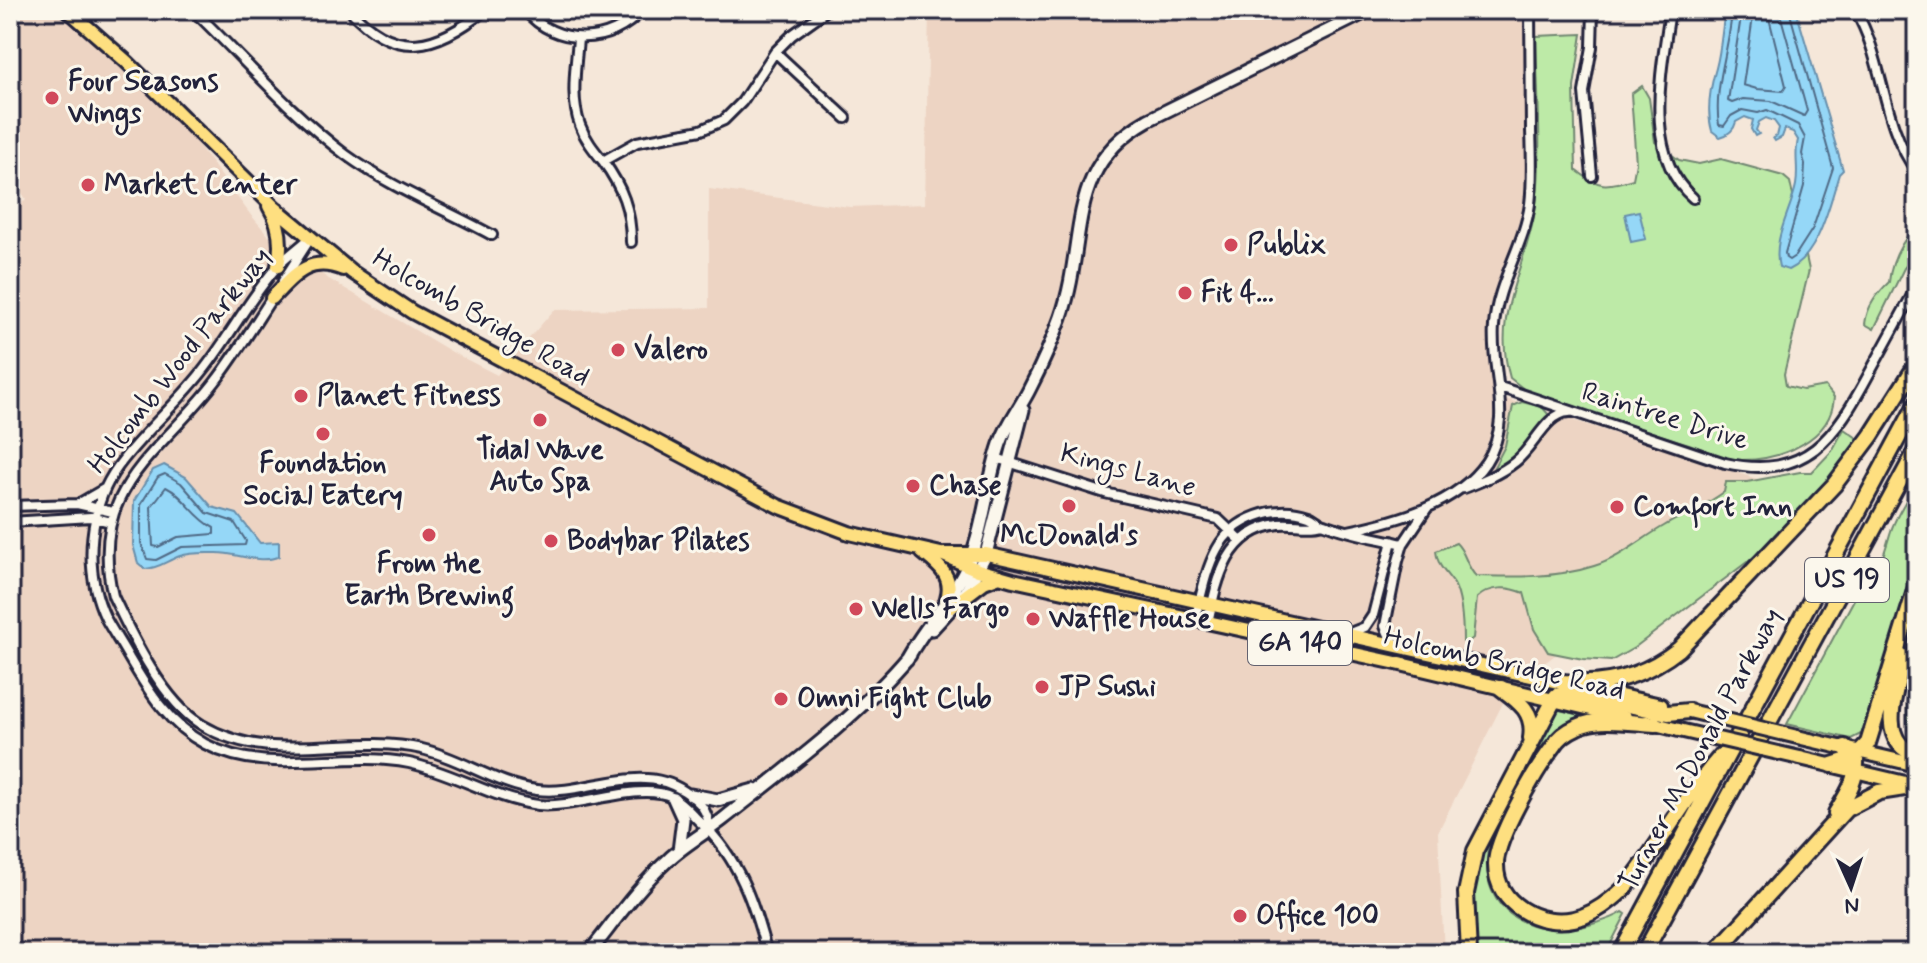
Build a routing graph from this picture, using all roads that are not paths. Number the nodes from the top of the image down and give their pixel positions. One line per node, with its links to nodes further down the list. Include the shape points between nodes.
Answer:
1 (68, 10): 19 (main road, Holcomb Bridge Road / GA 140)
2 (193, 10): 21 (street, via 346,155)
3 (350, 10): 4 (street, via 381,36 412,44 442,40)
4 (485, 10)
5 (525, 10): 13 (street, via 558,34)
6 (642, 10): 13 (street, via 618,30)
7 (827, 10): 14 (street)
8 (1370, 10): 33 (street, via 1133,128 1109,150 1086,190 1065,305 1007,427)
9 (1530, 10): 29 (street, via 1532,182 1527,217 1495,315 1493,348)
10 (1593, 10): 18 (street, via 1584,92)
11 (1670, 10): 20 (street, via 1661,83 1662,139 1677,182)
12 (1855, 10): 17 (street, via 1897,137)
13 (578, 38): 16 (street, via 576,112)
14 (775, 52): 15 (street); 16 (street, via 724,120 701,130 637,142)
15 (846, 118)
16 (603, 161): 23 (street, via 621,188 631,218)
17 (1917, 172)
18 (1592, 176)
19 (263, 197): 22 (main road, Holcomb Bridge Road / GA 140); 24 (main road, via 279,231)
20 (1693, 198)
21 (492, 235)
22 (310, 238): 24 (street, Holcomb Wood Parkway); 25 (main road, Holcomb Bridge Road / GA 140); 27 (street, Holcomb Wood Parkway)
23 (631, 242)
24 (278, 266): 34 (street, Holcomb Wood Parkway, via 203,370 119,463)
25 (352, 272): 27 (main road, via 330,264 300,269); 52 (main road, Holcomb Bridge Road / GA 140, via 449,333 752,493 849,533)
26 (1917, 286): 31 (street, Raintree Drive, via 1837,429 1793,461 1755,467 1725,463)
27 (272, 298): 40 (street, Holcomb Wood Parkway, via 214,383 142,462)
28 (1917, 364): 65 (highway, via 1842,476 1679,649 1621,679)
29 (1500, 387): 31 (street, Raintree Drive); 35 (street, via 1502,413 1493,451)
30 (1917, 403): 70 (highway, Turner McDonald Parkway / US 19)
31 (1572, 411): 35 (street, via 1551,418 1512,465)
32 (1917, 449): 88 (highway, Turner McDonald Parkway / US 19)
33 (1002, 459): 46 (street, Kings Lane, via 1103,492 1209,516); 53 (street); 55 (street)
34 (105, 488): 36 (street); 38 (street, Holcomb Wood Parkway)
35 (1452, 493): 39 (street)
36 (77, 504): 37 (street); 38 (street)
37 (10, 506)
38 (97, 507): 40 (street); 42 (street, Holcomb Wood Parkway)
39 (1428, 507): 47 (street); 51 (street)
40 (113, 512): 44 (street, Holcomb Wood Parkway)
41 (78, 517): 42 (street); 43 (street); 48 (street)
42 (95, 517): 44 (street); 48 (street, Holcomb Wood Parkway)
43 (10, 522)
44 (111, 522): 79 (street, Holcomb Wood Parkway, via 109,580 123,616 180,707 226,738 256,746 367,744 424,750 529,789 558,791 648,777)
45 (1322, 523): 46 (street, via 1310,515 1279,511 1254,516); 47 (street); 49 (street, via 1271,526)
46 (1231, 530): 49 (street, Kings Lane); 61 (street, via 1211,561)
47 (1348, 531): 50 (street)
48 (92, 537): 80 (street, Holcomb Wood Parkway, via 94,578 106,617 157,703 205,744 259,761 407,762 539,805 638,793)
49 (1241, 541): 61 (street, via 1227,557)
50 (1392, 541): 51 (street); 63 (street, via 1370,621)
51 (1403, 544): 64 (street, via 1386,619 1386,631)
52 (920, 550): 54 (main road, Holcomb Bridge Road / GA 140); 60 (main road, via 947,577)
53 (973, 553): 54 (main road, Holcomb Bridge Road / GA 140); 55 (main road, Holcomb Bridge Road / GA 140); 56 (street)
54 (941, 554): 56 (main road, Holcomb Bridge Road / GA 140)
55 (986, 554): 56 (street); 61 (main road, Holcomb Bridge Road / GA 140)
56 (973, 568): 57 (main road, Holcomb Bridge Road / GA 140); 60 (street)
57 (1000, 576): 60 (main road); 62 (main road, Holcomb Bridge Road / GA 140)
58 (1917, 584): 72 (highway, via 1874,727)
59 (1917, 599): 73 (highway, via 1891,721 1897,743)
60 (949, 603): 78 (street, via 868,700)
61 (1206, 603): 62 (street); 63 (main road, Holcomb Bridge Road / GA 140)
62 (1201, 622): 66 (main road, Holcomb Bridge Road / GA 140)
63 (1346, 634): 64 (main road, Holcomb Bridge Road / GA 140)
64 (1398, 645): 65 (main road, Holcomb Bridge Road / GA 140)
65 (1562, 682): 68 (main road, Holcomb Bridge Road / GA 140)
66 (1501, 688): 67 (main road, Holcomb Bridge Road / GA 140); 71 (highway, via 1530,716)
67 (1553, 700): 68 (highway, via 1567,693 1668,713); 69 (main road, Holcomb Bridge Road / GA 140); 71 (highway)
68 (1689, 711): 72 (main road, Holcomb Bridge Road / GA 140, bridge)
69 (1655, 724): 70 (highway, via 1590,723 1555,744 1497,852 1498,881 1516,906 1540,918 1566,920 1611,900 1634,877); 74 (main road, Holcomb Bridge Road / GA 140, bridge)
70 (1738, 737): 87 (highway, Turner McDonald Parkway / US 19)
71 (1528, 749): 86 (highway, via 1471,865 1466,893)
72 (1853, 752): 74 (highway); 75 (main road, Holcomb Bridge Road / GA 140); 76 (highway)
73 (1917, 755)
74 (1832, 765): 76 (main road, Holcomb Bridge Road / GA 140)
75 (1917, 765)
76 (1856, 773): 77 (main road, Holcomb Bridge Road / GA 140); 82 (highway)
77 (1917, 786): 82 (highway, via 1856,801)
78 (762, 787): 79 (street, via 718,800); 81 (street)
79 (691, 795): 81 (street, via 707,812)
80 (674, 799): 81 (street); 83 (street, via 683,819)
81 (710, 829): 83 (street); 85 (street, via 747,888)
82 (1825, 831): 89 (highway)
83 (679, 851): 84 (street, via 651,876)
84 (589, 953)
85 (767, 953)
86 (1469, 953)
87 (1621, 953)
88 (1644, 953)
89 (1715, 953)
********
• To do
The task requires the full listing to be given again verbatim, without its pictures.

• Exercise output
Build a routing graph from this picture, using all roads that are not paths. Number the nodes from the top of the image down and give their pixel positions. One line per node, with its links to nodes further down the list. Include the shape points between nodes.
Answer:
1 (68, 10): 19 (main road, Holcomb Bridge Road / GA 140)
2 (193, 10): 21 (street, via 346,155)
3 (350, 10): 4 (street, via 381,36 412,44 442,40)
4 (485, 10)
5 (525, 10): 13 (street, via 558,34)
6 (642, 10): 13 (street, via 618,30)
7 (827, 10): 14 (street)
8 (1370, 10): 33 (street, via 1133,128 1109,150 1086,190 1065,305 1007,427)
9 (1530, 10): 29 (street, via 1532,182 1527,217 1495,315 1493,348)
10 (1593, 10): 18 (street, via 1584,92)
11 (1670, 10): 20 (street, via 1661,83 1662,139 1677,182)
12 (1855, 10): 17 (street, via 1897,137)
13 (578, 38): 16 (street, via 576,112)
14 (775, 52): 15 (street); 16 (street, via 724,120 701,130 637,142)
15 (846, 118)
16 (603, 161): 23 (street, via 621,188 631,218)
17 (1917, 172)
18 (1592, 176)
19 (263, 197): 22 (main road, Holcomb Bridge Road / GA 140); 24 (main road, via 279,231)
20 (1693, 198)
21 (492, 235)
22 (310, 238): 24 (street, Holcomb Wood Parkway); 25 (main road, Holcomb Bridge Road / GA 140); 27 (street, Holcomb Wood Parkway)
23 (631, 242)
24 (278, 266): 34 (street, Holcomb Wood Parkway, via 203,370 119,463)
25 (352, 272): 27 (main road, via 330,264 300,269); 52 (main road, Holcomb Bridge Road / GA 140, via 449,333 752,493 849,533)
26 (1917, 286): 31 (street, Raintree Drive, via 1837,429 1793,461 1755,467 1725,463)
27 (272, 298): 40 (street, Holcomb Wood Parkway, via 214,383 142,462)
28 (1917, 364): 65 (highway, via 1842,476 1679,649 1621,679)
29 (1500, 387): 31 (street, Raintree Drive); 35 (street, via 1502,413 1493,451)
30 (1917, 403): 70 (highway, Turner McDonald Parkway / US 19)
31 (1572, 411): 35 (street, via 1551,418 1512,465)
32 (1917, 449): 88 (highway, Turner McDonald Parkway / US 19)
33 (1002, 459): 46 (street, Kings Lane, via 1103,492 1209,516); 53 (street); 55 (street)
34 (105, 488): 36 (street); 38 (street, Holcomb Wood Parkway)
35 (1452, 493): 39 (street)
36 (77, 504): 37 (street); 38 (street)
37 (10, 506)
38 (97, 507): 40 (street); 42 (street, Holcomb Wood Parkway)
39 (1428, 507): 47 (street); 51 (street)
40 (113, 512): 44 (street, Holcomb Wood Parkway)
41 (78, 517): 42 (street); 43 (street); 48 (street)
42 (95, 517): 44 (street); 48 (street, Holcomb Wood Parkway)
43 (10, 522)
44 (111, 522): 79 (street, Holcomb Wood Parkway, via 109,580 123,616 180,707 226,738 256,746 367,744 424,750 529,789 558,791 648,777)
45 (1322, 523): 46 (street, via 1310,515 1279,511 1254,516); 47 (street); 49 (street, via 1271,526)
46 (1231, 530): 49 (street, Kings Lane); 61 (street, via 1211,561)
47 (1348, 531): 50 (street)
48 (92, 537): 80 (street, Holcomb Wood Parkway, via 94,578 106,617 157,703 205,744 259,761 407,762 539,805 638,793)
49 (1241, 541): 61 (street, via 1227,557)
50 (1392, 541): 51 (street); 63 (street, via 1370,621)
51 (1403, 544): 64 (street, via 1386,619 1386,631)
52 (920, 550): 54 (main road, Holcomb Bridge Road / GA 140); 60 (main road, via 947,577)
53 (973, 553): 54 (main road, Holcomb Bridge Road / GA 140); 55 (main road, Holcomb Bridge Road / GA 140); 56 (street)
54 (941, 554): 56 (main road, Holcomb Bridge Road / GA 140)
55 (986, 554): 56 (street); 61 (main road, Holcomb Bridge Road / GA 140)
56 (973, 568): 57 (main road, Holcomb Bridge Road / GA 140); 60 (street)
57 (1000, 576): 60 (main road); 62 (main road, Holcomb Bridge Road / GA 140)
58 (1917, 584): 72 (highway, via 1874,727)
59 (1917, 599): 73 (highway, via 1891,721 1897,743)
60 (949, 603): 78 (street, via 868,700)
61 (1206, 603): 62 (street); 63 (main road, Holcomb Bridge Road / GA 140)
62 (1201, 622): 66 (main road, Holcomb Bridge Road / GA 140)
63 (1346, 634): 64 (main road, Holcomb Bridge Road / GA 140)
64 (1398, 645): 65 (main road, Holcomb Bridge Road / GA 140)
65 (1562, 682): 68 (main road, Holcomb Bridge Road / GA 140)
66 (1501, 688): 67 (main road, Holcomb Bridge Road / GA 140); 71 (highway, via 1530,716)
67 (1553, 700): 68 (highway, via 1567,693 1668,713); 69 (main road, Holcomb Bridge Road / GA 140); 71 (highway)
68 (1689, 711): 72 (main road, Holcomb Bridge Road / GA 140, bridge)
69 (1655, 724): 70 (highway, via 1590,723 1555,744 1497,852 1498,881 1516,906 1540,918 1566,920 1611,900 1634,877); 74 (main road, Holcomb Bridge Road / GA 140, bridge)
70 (1738, 737): 87 (highway, Turner McDonald Parkway / US 19)
71 (1528, 749): 86 (highway, via 1471,865 1466,893)
72 (1853, 752): 74 (highway); 75 (main road, Holcomb Bridge Road / GA 140); 76 (highway)
73 (1917, 755)
74 (1832, 765): 76 (main road, Holcomb Bridge Road / GA 140)
75 (1917, 765)
76 (1856, 773): 77 (main road, Holcomb Bridge Road / GA 140); 82 (highway)
77 (1917, 786): 82 (highway, via 1856,801)
78 (762, 787): 79 (street, via 718,800); 81 (street)
79 (691, 795): 81 (street, via 707,812)
80 (674, 799): 81 (street); 83 (street, via 683,819)
81 (710, 829): 83 (street); 85 (street, via 747,888)
82 (1825, 831): 89 (highway)
83 (679, 851): 84 (street, via 651,876)
84 (589, 953)
85 (767, 953)
86 (1469, 953)
87 (1621, 953)
88 (1644, 953)
89 (1715, 953)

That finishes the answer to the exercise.